I enjoyed this that turned up this morning:

“In readiness for the Easter holidays and an influx of visitors, St Michael’s Mount has implemented radical new social distancing measures.Creating a one way system for those visiting the attraction, the ‘Coming Back Causeway’ has been built to ease congestion, and opens to the public today, Thursday April 1st.
Speaking at the opening ceremony this morning, Marizion parish councillor Mike Mount praised Cormac, saying: “The Coming Back Causeway, which looks almost identical to the original causeway, has been built with such efficiency that hardly anyone saw it happening.”  Mr Mount added: “A one-way system on the original causeway was trialed last summer, but was later abandoned after it emerged that visitors could not return from the island.”

Photo by Photojournalist Greg Martin

I like to pass on the Action for Happiness calendar each month. You can find more details here.

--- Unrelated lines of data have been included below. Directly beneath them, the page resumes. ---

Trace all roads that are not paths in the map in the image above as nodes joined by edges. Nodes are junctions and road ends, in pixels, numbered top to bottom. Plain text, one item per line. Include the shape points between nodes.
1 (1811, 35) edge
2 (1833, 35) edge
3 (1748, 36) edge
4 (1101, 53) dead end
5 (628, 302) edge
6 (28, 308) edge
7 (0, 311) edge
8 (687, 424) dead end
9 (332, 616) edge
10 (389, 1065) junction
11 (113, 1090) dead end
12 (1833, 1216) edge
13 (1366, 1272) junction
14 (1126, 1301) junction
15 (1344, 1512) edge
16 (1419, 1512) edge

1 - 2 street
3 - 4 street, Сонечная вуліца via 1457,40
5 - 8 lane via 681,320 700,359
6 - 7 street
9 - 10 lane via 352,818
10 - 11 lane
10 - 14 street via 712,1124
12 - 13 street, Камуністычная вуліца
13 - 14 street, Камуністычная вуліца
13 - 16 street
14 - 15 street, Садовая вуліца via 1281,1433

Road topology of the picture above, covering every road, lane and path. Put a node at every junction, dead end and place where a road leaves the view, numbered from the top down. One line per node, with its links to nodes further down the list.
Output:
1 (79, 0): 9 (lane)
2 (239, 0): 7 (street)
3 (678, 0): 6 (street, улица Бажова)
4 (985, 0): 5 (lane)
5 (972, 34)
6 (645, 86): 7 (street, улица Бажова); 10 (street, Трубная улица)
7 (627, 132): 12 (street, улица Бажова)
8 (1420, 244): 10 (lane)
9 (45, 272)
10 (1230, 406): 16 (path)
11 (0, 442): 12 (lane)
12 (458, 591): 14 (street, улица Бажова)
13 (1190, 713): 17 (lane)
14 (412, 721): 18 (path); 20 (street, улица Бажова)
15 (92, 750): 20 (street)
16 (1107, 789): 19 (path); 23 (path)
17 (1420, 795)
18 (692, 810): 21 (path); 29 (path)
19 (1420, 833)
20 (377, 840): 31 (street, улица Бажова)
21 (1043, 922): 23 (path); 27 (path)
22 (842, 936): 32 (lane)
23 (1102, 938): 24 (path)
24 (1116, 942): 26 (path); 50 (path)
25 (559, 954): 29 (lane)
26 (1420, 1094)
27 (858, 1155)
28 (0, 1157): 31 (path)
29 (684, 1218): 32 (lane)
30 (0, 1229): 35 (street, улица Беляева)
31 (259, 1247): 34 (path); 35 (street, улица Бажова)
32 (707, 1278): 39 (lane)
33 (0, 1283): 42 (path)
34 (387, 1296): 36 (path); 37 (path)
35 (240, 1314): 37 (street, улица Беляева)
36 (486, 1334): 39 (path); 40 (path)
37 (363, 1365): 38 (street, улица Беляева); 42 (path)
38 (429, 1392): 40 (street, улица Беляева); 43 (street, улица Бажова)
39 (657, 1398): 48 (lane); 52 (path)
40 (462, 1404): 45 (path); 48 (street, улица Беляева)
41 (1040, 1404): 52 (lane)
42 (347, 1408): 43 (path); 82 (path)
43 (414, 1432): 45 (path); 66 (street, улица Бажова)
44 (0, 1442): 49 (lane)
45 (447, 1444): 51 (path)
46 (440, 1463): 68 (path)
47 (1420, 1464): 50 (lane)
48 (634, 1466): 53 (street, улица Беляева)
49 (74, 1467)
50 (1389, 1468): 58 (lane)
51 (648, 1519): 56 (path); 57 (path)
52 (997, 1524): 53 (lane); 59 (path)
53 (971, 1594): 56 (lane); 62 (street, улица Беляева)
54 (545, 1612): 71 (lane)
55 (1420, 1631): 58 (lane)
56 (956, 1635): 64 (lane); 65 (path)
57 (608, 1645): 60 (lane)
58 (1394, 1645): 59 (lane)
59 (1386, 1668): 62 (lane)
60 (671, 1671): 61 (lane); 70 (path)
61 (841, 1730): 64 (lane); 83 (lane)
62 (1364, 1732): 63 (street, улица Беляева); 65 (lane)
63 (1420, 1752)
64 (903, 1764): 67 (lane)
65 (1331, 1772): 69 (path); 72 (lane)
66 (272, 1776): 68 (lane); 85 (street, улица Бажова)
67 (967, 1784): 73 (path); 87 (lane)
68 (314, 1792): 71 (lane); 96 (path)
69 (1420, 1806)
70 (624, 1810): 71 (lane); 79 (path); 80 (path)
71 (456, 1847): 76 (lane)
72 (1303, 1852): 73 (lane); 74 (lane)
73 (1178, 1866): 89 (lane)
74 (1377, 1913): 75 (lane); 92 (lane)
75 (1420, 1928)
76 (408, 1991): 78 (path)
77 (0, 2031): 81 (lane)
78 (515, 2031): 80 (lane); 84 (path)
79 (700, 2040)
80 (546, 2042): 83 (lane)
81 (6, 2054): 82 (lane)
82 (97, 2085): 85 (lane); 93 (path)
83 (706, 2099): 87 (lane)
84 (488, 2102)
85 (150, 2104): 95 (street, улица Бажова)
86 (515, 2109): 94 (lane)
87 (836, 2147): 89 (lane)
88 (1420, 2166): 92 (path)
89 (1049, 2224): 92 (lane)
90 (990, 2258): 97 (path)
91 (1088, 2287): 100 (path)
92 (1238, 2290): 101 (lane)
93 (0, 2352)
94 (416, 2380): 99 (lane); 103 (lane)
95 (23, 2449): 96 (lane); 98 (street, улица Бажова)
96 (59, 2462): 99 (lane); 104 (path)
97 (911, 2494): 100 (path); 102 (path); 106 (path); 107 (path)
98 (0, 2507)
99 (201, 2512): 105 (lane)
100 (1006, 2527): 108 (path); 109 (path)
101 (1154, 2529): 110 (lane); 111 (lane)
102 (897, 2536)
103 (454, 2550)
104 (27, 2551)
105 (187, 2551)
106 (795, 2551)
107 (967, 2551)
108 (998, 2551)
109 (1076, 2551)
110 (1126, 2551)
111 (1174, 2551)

A kind friend dropped in some poems for me this afternoon. Here is one of them, new to me but by one of my favourite poets, Billy Collins, an American poet we once saw live in South Yorkshire. It is just one sentence  and I love it. I hope you do too.  Thank you very much, M.

Today

If ever there were a spring day so perfect,
so uplifted by a warm intermittent breeze
that it made you want to throw
open all the windows in the house
and unlatch the door to the canary’s cage,
indeed, rip the little door from its jamb,
a day when the cool brick paths
and the garden bursting with peonies
seemed so etched in sunlight
that you felt like taking
a hammer to the glass paperweight
on the living room end table,
releasing the inhabitants
from their snow-covered cottage
so they could walk out,
holding hands and squinting
into this larger dome of blue and white,
well, today is just that kind of day.
We threw open the windows this morning while having breakfast and listened to the bird song instead of the radio. Bliss.